Pria tersebut terus menyerang, namun sepertinya ia sedikit menahan serangannya dan ingin melihat kemampuan Hiyori sejauh apa. "Jika kau terus menghindar dan menepis, jangan harap kau bisa menang" ucap pria tersebut.
Hiyori masih berusaha sekuat tenaga untuk melawan, ia mengalirkan sihir ke seluruh tubuhnya sehingga ia bisa menembakkan air dari arah manapun. "Aku sudah terbiasa dengan ini" ucap Hiyori yang kemudian memadatkan sihirnya dan menembakkan peluru-peluru air ke arah pria tersebut. Pria tersebut berhasil menghindar sehingga serangan Hiyori mengenai pohon yang ada di belakang pria tersebut, menciptakan ledakan air yang cukup kuat sehingga menghancurkan sebagian batang pohon tersebut.

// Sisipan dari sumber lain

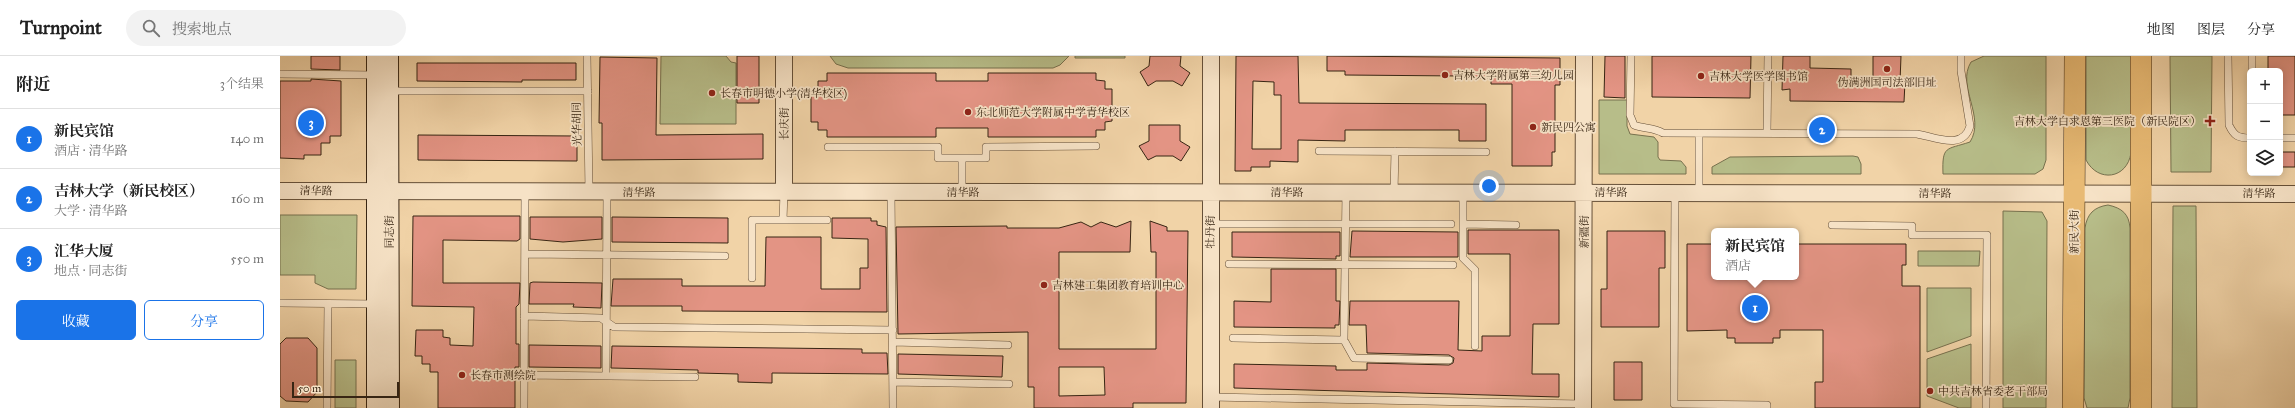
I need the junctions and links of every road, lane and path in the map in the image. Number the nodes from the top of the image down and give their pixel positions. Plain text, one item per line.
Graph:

"Menarik, bahkan dia belum menguasai elemen es. Apakah dia bisa menjadi salah satu kriteria?" pikir pria tersebut yang masih mengamati sejauh mana kekuatan Hiyori.
Hiyori kemudian memperbesar ukuran pelurunya dan memperbanyaknya sehingga peluang pria tersebut untuk menghindar menjadi lebih sedikit. Pria tersebut terus menghindar, melompat kesamping, merunduk ke bawah, dan juga melompat ke atas, hingga salah satu bola air dari Hiyori tepat melesat ke arahnya, sehingga ia terpaksa mengunakan belatinya untuk memecah bola ari tersebut. Namun, tembakan dari bola air tersebut cukup kuat sehingga membuatnya terdorong meskipun bola airnya sudah pecah.

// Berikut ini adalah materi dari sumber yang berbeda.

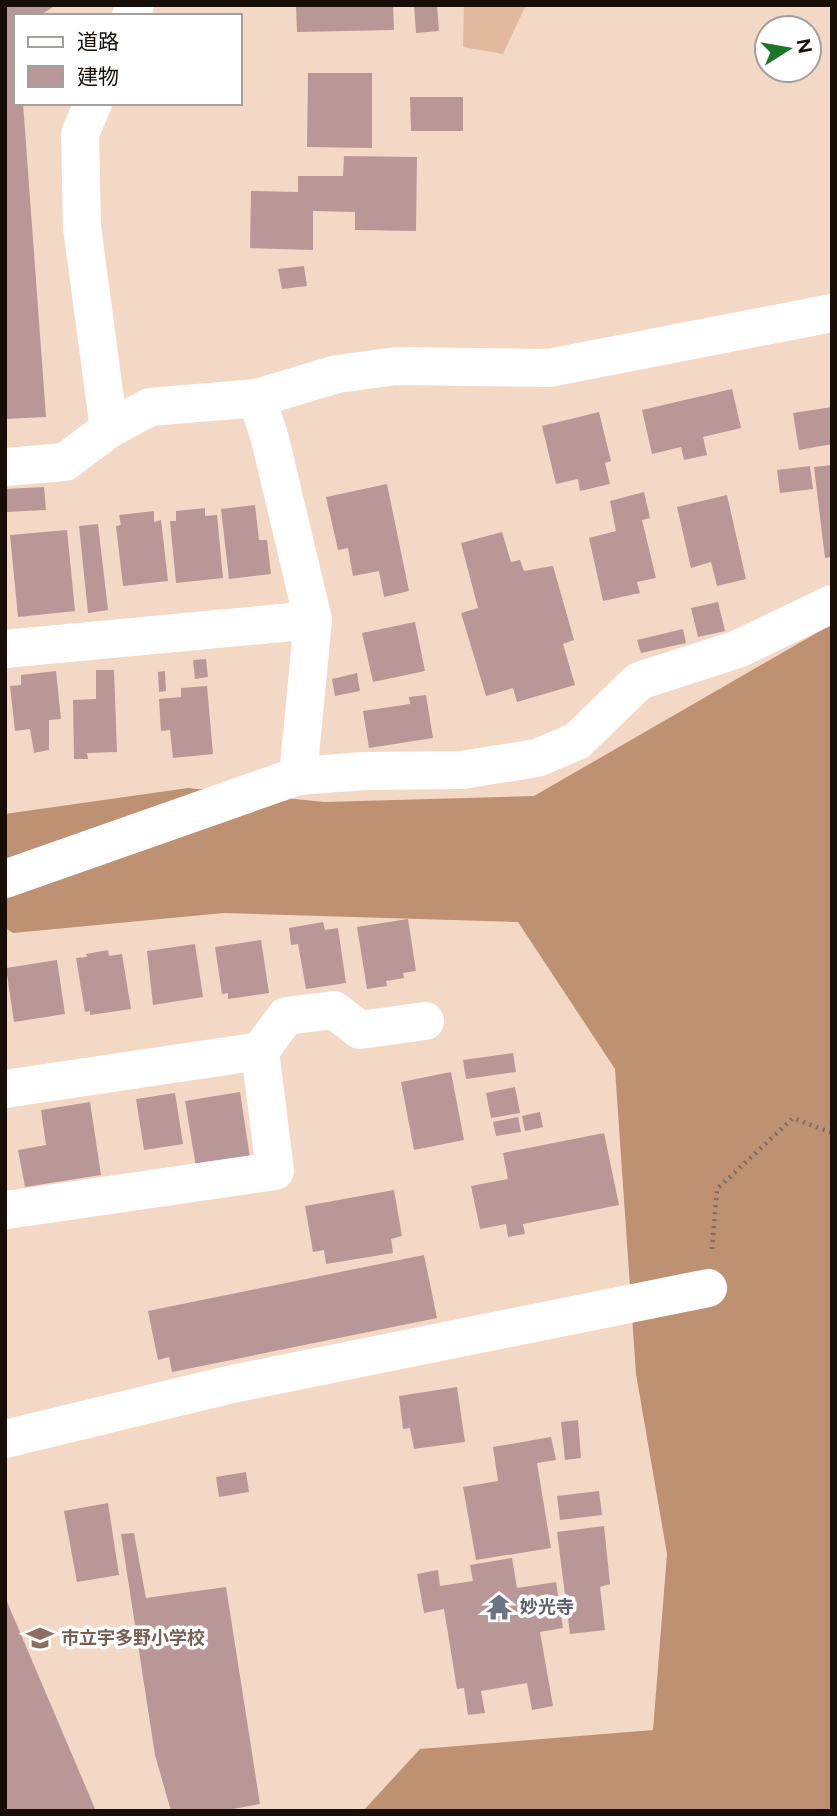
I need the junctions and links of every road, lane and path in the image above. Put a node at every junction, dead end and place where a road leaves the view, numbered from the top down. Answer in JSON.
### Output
{"nodes":[{"id":1,"x":92,"y":105,"type":"edge"},
{"id":2,"x":832,"y":313,"type":"edge"},
{"id":3,"x":257,"y":398,"type":"junction"},
{"id":4,"x":110,"y":429,"type":"junction"},
{"id":5,"x":5,"y":467,"type":"edge"},
{"id":6,"x":832,"y":604,"type":"edge"},
{"id":7,"x":313,"y":620,"type":"junction"},
{"id":8,"x":5,"y":649,"type":"edge"},
{"id":9,"x":298,"y":775,"type":"junction"},
{"id":10,"x":5,"y":879,"type":"edge"},
{"id":11,"x":425,"y":1021,"type":"dead end"},
{"id":12,"x":260,"y":1051,"type":"junction"},
{"id":13,"x":5,"y":1089,"type":"edge"},
{"id":14,"x":832,"y":1133,"type":"edge"},
{"id":15,"x":6,"y":1214,"type":"edge"},
{"id":16,"x":708,"y":1288,"type":"joint"},
{"id":17,"x":5,"y":1439,"type":"edge"}],
"edges":[{"from":1,"to":4,"type":"street"},
{"from":2,"to":3,"type":"street"},
{"from":3,"to":4,"type":"street"},
{"from":3,"to":7,"type":"street"},
{"from":4,"to":5,"type":"street"},
{"from":6,"to":9,"type":"street"},
{"from":7,"to":8,"type":"street"},
{"from":7,"to":9,"type":"street"},
{"from":9,"to":10,"type":"street"},
{"from":11,"to":12,"type":"street"},
{"from":12,"to":13,"type":"street"},
{"from":12,"to":15,"type":"street"},
{"from":14,"to":16,"type":"path"},
{"from":16,"to":17,"type":"street"}]}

"Bahkan kekutan tembakan airnya cukup kuat, ini menarik" gumam pria tersebut dalam hati. Kemudian pria tersebut mulai serius menyerang Hiyori, setiap air yang ditembakkan oleh Hiyori diubah menjadi es oleh pria tersebut dan dibalikkan ke arah Hiyori. Setiap bola-bola dan juga peluru-peluru air milik Hiyori dibalikkan kembali namun dalam bentuk es yang lebih keras sehingga beberapa serangannya mengenai Hiyori dan membuatnya terhempas ke batang pohon.
Sementara itu di sisi Kaito dan Sylvia yang akan menuju tempat di dekat tebing. Sylvia terus saja mengajak Kaito berbicara, ketika Kaito mencoba menoleh ke belakang untuk memastikan sesuatu tiba-tiba Sylvia mengalihkan pandanganya dan mengajaknya berbicara dengan topik yang lain. Menyadari sikap Sylvia yang mulai aneh, ditambah lagi Kaito merasakan kehadiran seseorang yang sedang mengintai mereka, tiba-tiba Kaito berhenti sejenak.
"Tidak apa-apa Sylvia, kau tidak perlu menyembunyikannya" ucap Kaito sambil memegang kedua bahu Sylvia. "Raut wajahmu tidak bisa berbohong, dan aku tahu kalau kau terpaksa melakukan ini" ucap Kaito yang kemudian menyebarkan elemen esnya ke sekeliling kabut sehingga membuat kabut tersebut membeku dan terjatuh. Latihan keras Kaito selama ini ternyata sudah membuahkan hasil yang cukup memuaskan, saat ini ia telah menguasai elemen es.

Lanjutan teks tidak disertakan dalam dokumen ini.